TASK DESCRIPTION:
Wherever the string "Horthy" appears in the listing, copy that line.

Top of SOURCE INFORMATION

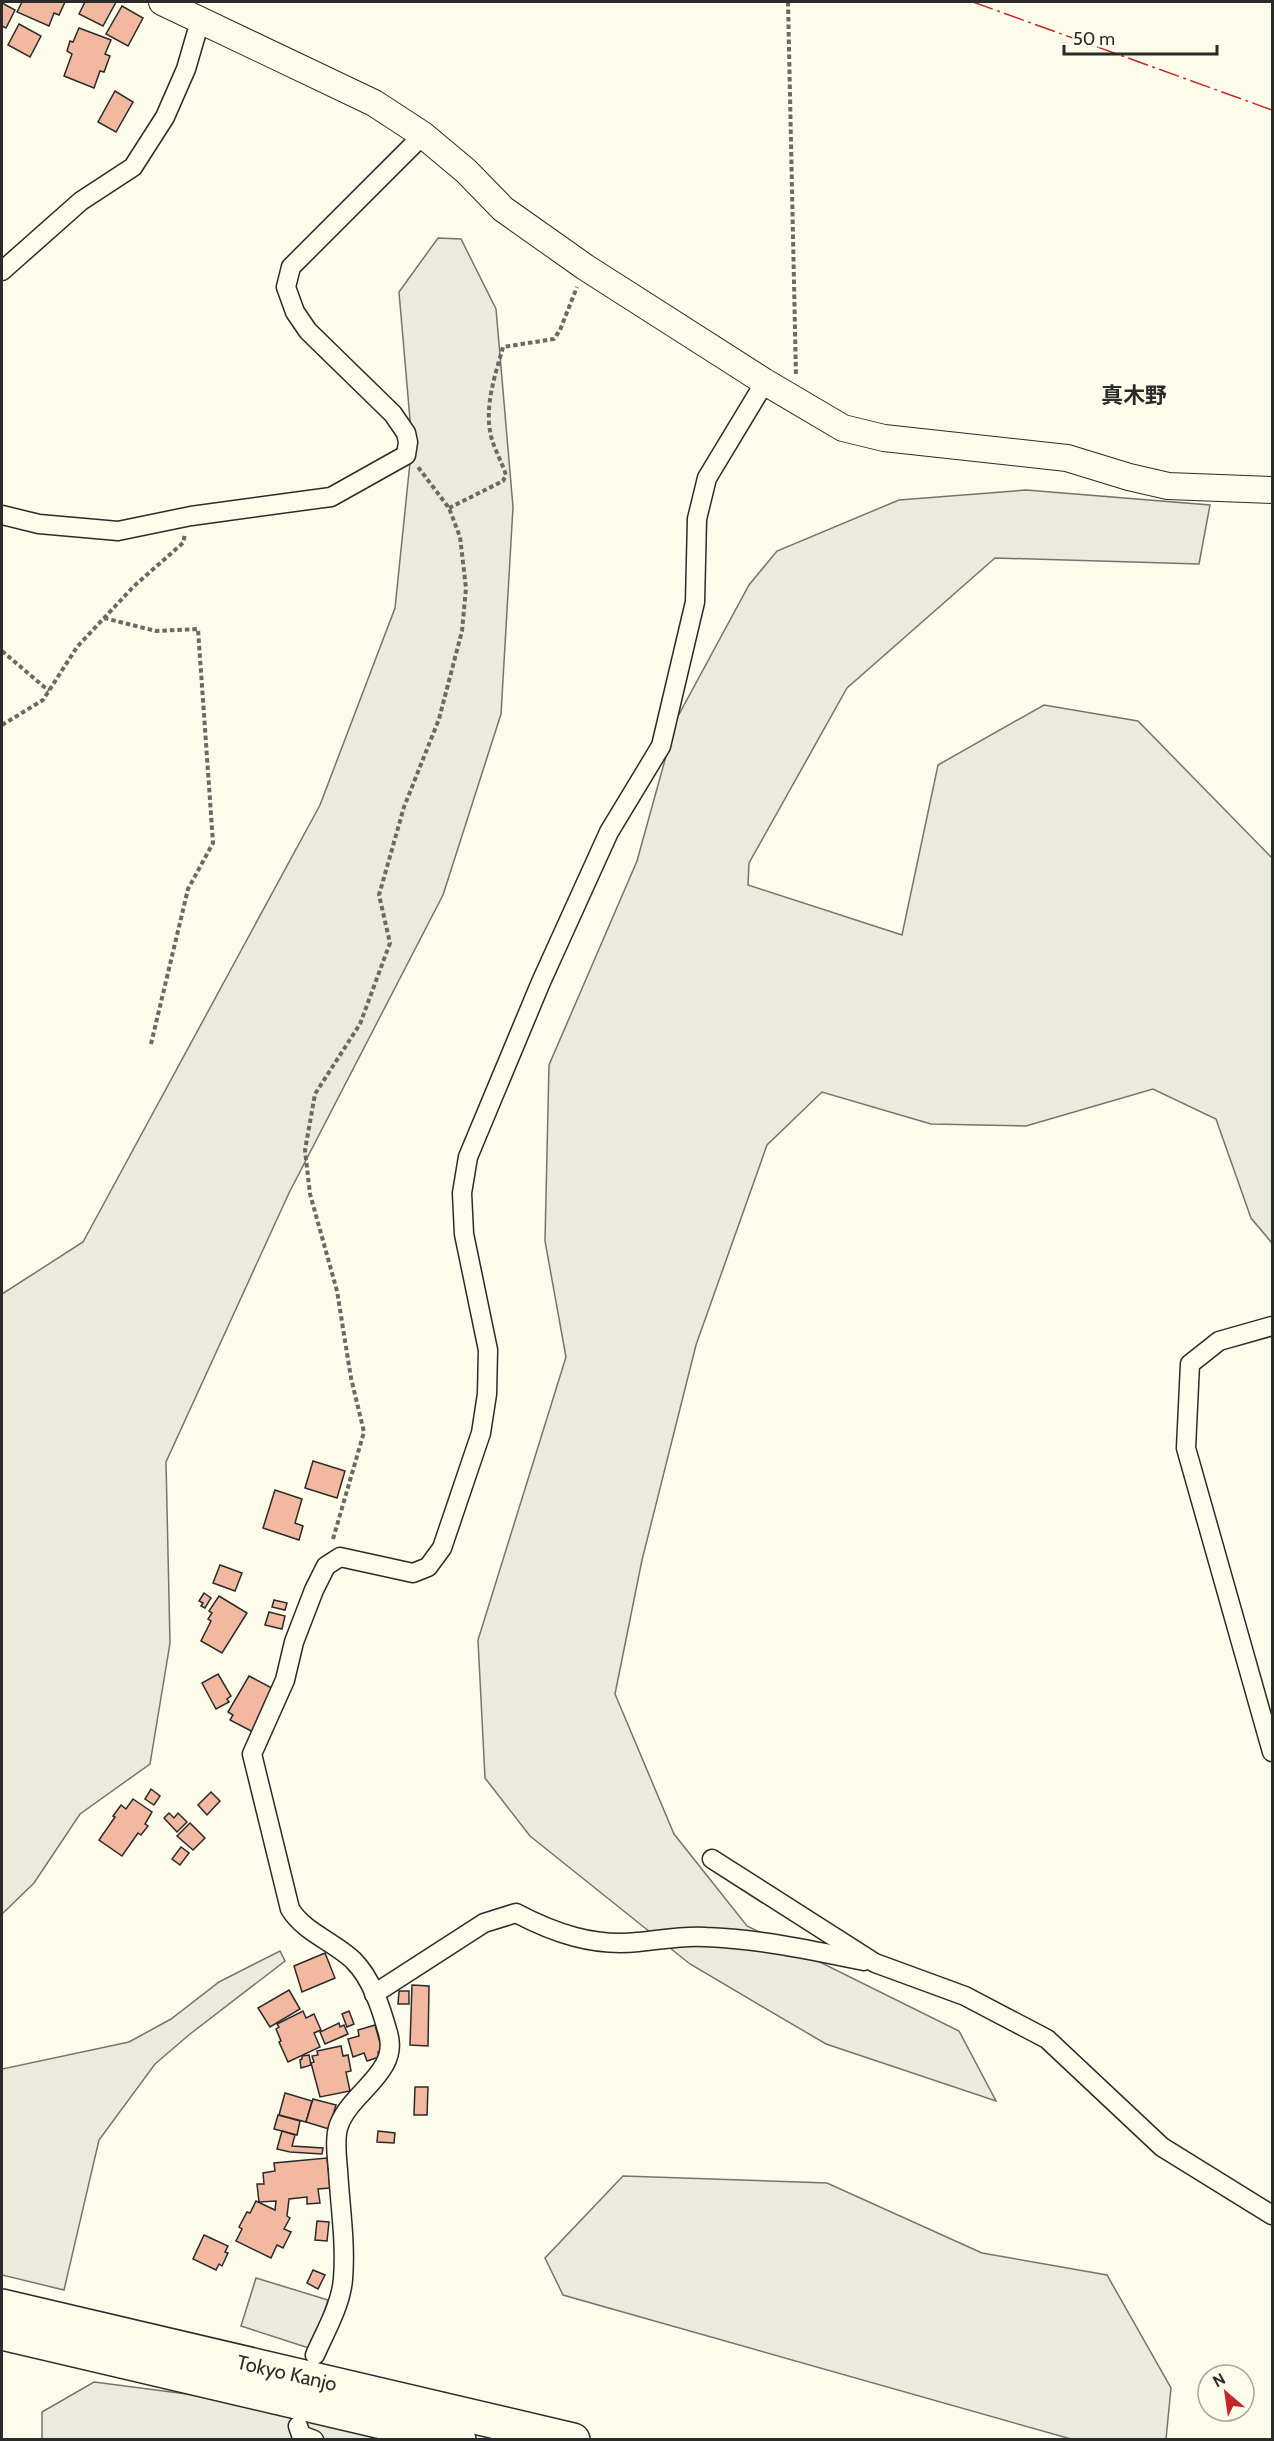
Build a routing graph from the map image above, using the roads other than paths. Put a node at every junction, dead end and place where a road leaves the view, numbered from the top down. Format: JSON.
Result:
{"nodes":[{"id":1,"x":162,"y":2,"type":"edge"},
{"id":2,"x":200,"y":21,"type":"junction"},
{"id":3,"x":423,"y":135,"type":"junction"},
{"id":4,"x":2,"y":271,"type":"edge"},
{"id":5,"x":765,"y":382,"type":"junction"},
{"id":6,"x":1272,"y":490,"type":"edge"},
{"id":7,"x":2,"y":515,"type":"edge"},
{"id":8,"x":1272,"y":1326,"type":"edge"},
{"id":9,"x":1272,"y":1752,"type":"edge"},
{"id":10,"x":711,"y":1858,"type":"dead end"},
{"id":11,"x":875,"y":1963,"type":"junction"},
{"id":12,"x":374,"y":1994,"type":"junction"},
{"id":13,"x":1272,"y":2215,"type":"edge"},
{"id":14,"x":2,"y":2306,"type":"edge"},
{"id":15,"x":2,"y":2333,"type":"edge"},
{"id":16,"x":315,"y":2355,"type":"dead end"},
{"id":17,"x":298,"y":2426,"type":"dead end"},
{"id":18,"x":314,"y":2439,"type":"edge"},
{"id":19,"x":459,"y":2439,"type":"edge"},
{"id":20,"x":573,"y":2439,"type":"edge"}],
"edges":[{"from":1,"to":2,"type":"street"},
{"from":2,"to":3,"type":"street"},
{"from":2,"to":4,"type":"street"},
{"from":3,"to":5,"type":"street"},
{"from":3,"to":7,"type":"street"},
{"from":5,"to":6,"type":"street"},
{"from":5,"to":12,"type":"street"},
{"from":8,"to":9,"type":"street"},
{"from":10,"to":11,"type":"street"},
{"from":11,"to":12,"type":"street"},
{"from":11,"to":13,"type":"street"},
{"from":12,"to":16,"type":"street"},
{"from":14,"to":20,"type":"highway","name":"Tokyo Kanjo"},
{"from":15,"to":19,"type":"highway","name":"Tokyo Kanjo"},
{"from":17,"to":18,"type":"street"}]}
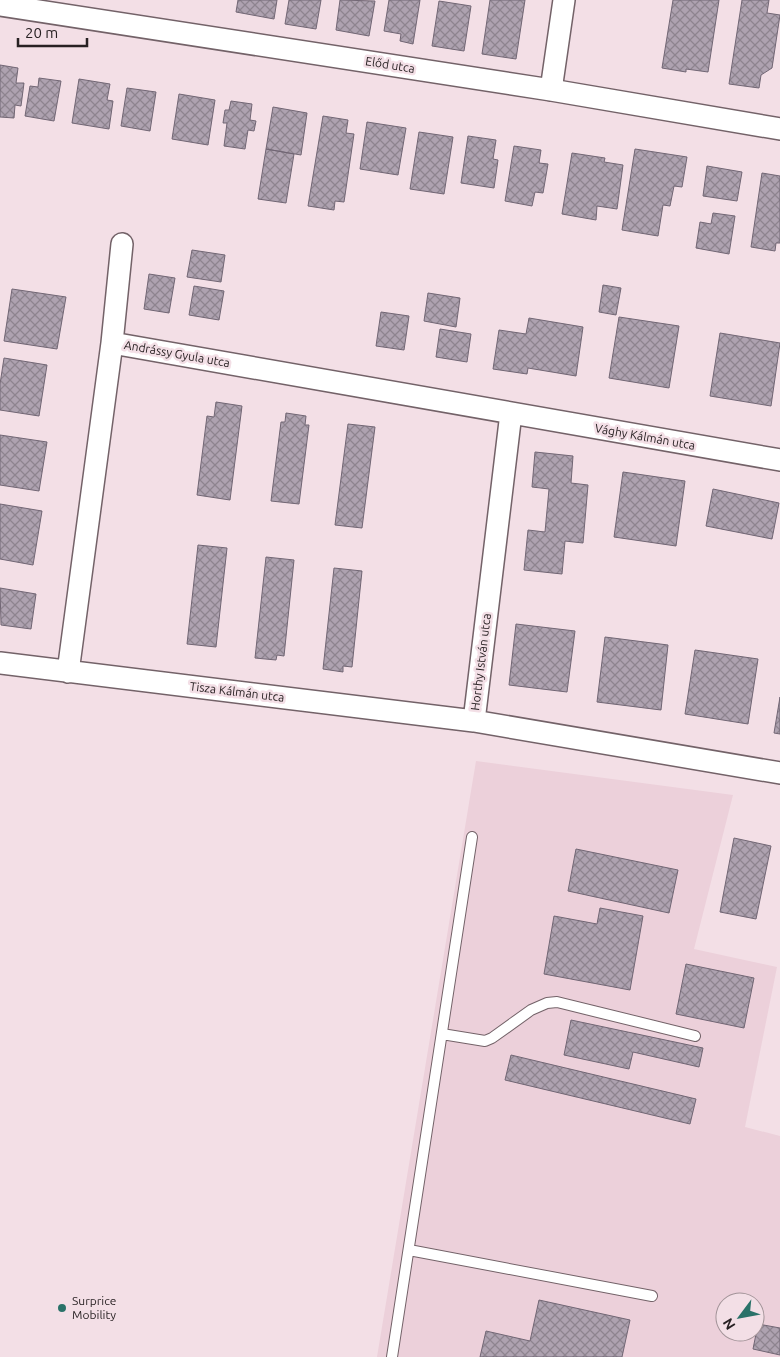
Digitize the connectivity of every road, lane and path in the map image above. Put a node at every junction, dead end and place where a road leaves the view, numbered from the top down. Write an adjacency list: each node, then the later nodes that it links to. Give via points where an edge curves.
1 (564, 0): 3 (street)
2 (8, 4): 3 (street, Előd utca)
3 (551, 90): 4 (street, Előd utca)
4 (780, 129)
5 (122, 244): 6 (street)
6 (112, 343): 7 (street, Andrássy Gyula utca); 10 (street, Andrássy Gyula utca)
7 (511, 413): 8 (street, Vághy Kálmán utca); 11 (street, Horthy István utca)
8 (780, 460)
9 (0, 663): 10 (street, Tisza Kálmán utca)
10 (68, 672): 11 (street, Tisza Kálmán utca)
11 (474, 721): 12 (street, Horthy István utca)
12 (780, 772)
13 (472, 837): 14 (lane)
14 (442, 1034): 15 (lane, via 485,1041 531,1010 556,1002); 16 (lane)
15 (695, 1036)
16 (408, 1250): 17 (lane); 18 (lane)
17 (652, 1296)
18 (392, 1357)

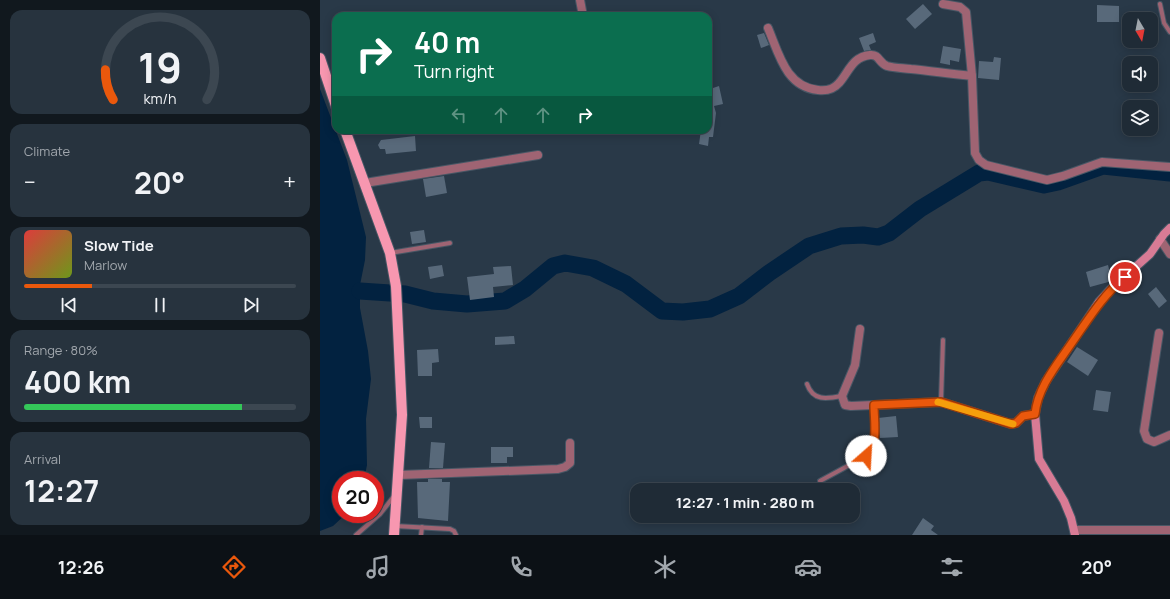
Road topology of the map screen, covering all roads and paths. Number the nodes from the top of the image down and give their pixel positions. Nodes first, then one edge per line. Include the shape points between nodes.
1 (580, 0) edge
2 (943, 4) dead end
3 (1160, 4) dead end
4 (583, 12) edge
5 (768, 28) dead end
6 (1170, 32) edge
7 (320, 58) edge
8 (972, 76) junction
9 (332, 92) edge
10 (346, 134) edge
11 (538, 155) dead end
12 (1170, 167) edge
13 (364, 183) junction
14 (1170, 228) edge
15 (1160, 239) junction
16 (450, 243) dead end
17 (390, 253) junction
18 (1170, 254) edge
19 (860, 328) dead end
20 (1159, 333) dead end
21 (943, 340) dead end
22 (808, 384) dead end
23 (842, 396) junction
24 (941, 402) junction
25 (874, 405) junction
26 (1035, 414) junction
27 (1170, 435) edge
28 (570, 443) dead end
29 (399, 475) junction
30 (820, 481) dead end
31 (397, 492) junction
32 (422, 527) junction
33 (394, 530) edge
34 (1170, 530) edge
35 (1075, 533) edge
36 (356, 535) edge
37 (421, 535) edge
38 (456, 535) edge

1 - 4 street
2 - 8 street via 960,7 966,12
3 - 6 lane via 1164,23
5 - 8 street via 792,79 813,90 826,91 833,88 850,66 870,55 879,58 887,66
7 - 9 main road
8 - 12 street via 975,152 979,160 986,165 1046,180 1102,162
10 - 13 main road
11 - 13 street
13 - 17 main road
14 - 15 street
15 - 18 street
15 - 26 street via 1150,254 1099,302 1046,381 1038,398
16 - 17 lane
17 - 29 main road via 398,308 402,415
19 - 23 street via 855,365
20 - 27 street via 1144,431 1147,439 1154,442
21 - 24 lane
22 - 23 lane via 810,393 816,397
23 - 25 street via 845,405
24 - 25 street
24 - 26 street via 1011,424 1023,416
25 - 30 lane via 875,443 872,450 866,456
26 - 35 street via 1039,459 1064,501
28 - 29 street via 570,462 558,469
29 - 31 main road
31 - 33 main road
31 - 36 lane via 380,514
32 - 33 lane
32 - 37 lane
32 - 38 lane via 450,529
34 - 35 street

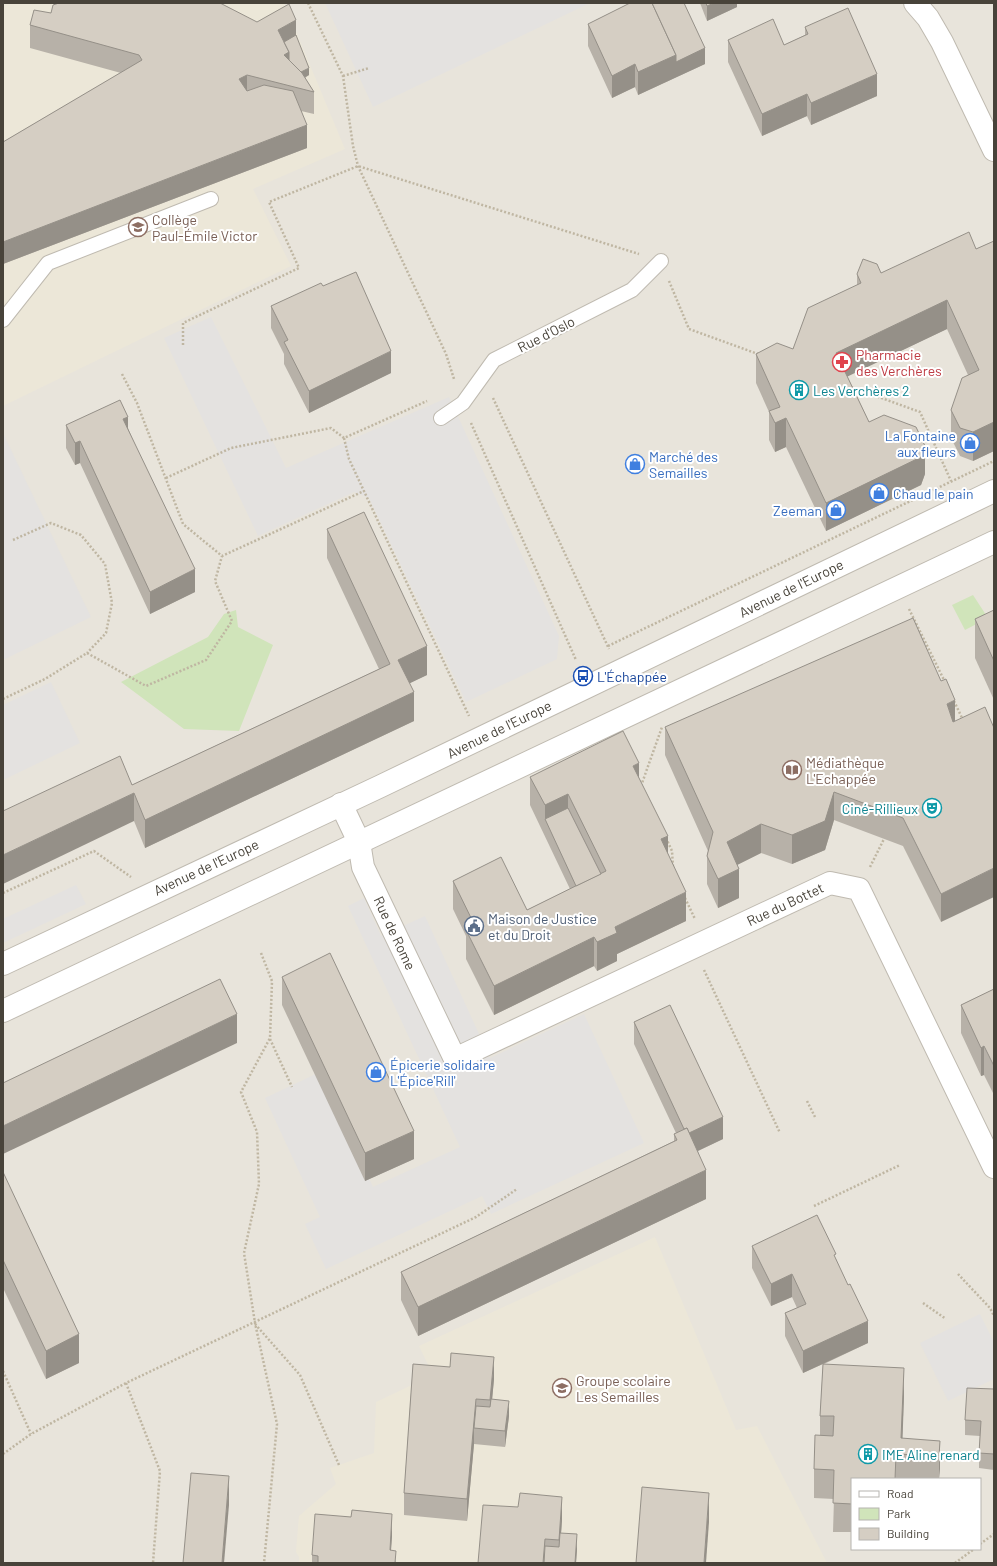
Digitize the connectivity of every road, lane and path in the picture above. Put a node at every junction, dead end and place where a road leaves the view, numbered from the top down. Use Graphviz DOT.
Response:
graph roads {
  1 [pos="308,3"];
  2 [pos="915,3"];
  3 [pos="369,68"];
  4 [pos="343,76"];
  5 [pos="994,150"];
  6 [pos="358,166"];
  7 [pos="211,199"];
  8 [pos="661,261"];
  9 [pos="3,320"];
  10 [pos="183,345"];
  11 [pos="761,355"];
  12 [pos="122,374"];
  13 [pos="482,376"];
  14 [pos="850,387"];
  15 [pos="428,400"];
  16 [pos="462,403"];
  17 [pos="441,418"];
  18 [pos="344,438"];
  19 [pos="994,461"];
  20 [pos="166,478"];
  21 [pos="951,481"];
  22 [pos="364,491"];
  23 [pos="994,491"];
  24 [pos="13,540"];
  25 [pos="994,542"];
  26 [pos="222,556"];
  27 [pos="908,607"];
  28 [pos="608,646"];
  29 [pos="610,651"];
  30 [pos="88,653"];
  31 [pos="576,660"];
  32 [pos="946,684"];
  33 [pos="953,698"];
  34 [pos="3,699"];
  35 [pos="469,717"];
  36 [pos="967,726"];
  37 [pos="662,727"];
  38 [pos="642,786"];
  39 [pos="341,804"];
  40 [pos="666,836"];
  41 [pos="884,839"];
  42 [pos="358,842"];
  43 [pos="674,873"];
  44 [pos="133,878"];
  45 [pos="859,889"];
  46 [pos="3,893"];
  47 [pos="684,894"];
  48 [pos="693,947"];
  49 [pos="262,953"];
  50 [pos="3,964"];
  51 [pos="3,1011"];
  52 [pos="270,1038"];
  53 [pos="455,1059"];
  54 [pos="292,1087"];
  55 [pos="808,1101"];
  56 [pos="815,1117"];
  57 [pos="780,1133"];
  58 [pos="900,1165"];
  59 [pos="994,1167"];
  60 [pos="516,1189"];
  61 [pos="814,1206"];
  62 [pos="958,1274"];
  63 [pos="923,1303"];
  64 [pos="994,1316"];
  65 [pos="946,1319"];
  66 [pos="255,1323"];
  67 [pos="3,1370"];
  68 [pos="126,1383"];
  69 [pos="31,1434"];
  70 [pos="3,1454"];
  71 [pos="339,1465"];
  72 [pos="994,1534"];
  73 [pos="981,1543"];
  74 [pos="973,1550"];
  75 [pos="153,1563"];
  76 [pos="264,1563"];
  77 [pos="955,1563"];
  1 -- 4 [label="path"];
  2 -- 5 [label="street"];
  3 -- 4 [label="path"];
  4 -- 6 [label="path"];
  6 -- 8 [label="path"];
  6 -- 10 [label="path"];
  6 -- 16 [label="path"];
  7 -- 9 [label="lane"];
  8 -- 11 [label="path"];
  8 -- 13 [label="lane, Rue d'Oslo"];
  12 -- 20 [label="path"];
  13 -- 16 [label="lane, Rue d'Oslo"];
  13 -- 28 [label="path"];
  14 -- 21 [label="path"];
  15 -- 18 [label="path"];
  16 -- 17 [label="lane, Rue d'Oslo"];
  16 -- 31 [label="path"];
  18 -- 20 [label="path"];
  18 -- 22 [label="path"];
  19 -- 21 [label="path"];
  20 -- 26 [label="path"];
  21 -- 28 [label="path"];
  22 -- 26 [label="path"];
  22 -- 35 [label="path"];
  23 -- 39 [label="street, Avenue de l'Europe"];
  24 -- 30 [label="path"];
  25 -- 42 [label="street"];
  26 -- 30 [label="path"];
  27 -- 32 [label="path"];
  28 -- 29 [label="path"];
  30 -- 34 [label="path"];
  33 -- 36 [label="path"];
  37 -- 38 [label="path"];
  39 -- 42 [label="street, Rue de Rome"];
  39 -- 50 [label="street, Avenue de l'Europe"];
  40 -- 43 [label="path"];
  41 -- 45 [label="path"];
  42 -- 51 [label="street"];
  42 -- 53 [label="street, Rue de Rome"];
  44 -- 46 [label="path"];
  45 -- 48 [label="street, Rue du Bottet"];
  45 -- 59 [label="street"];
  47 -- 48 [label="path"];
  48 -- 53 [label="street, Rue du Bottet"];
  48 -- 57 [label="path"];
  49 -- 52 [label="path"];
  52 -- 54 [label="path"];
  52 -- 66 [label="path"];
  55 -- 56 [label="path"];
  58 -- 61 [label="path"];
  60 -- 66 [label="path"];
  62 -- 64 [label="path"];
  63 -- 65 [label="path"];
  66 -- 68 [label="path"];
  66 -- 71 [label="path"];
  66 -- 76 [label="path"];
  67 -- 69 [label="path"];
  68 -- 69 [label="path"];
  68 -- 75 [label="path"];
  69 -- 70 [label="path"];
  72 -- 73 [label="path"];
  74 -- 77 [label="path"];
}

Bottom of SOURCE INFORMATION

ANSWER SPACE:
7 (511, 413): 8 (street, Vághy Kálmán utca); 11 (street, Horthy István utca)
11 (474, 721): 12 (street, Horthy István utca)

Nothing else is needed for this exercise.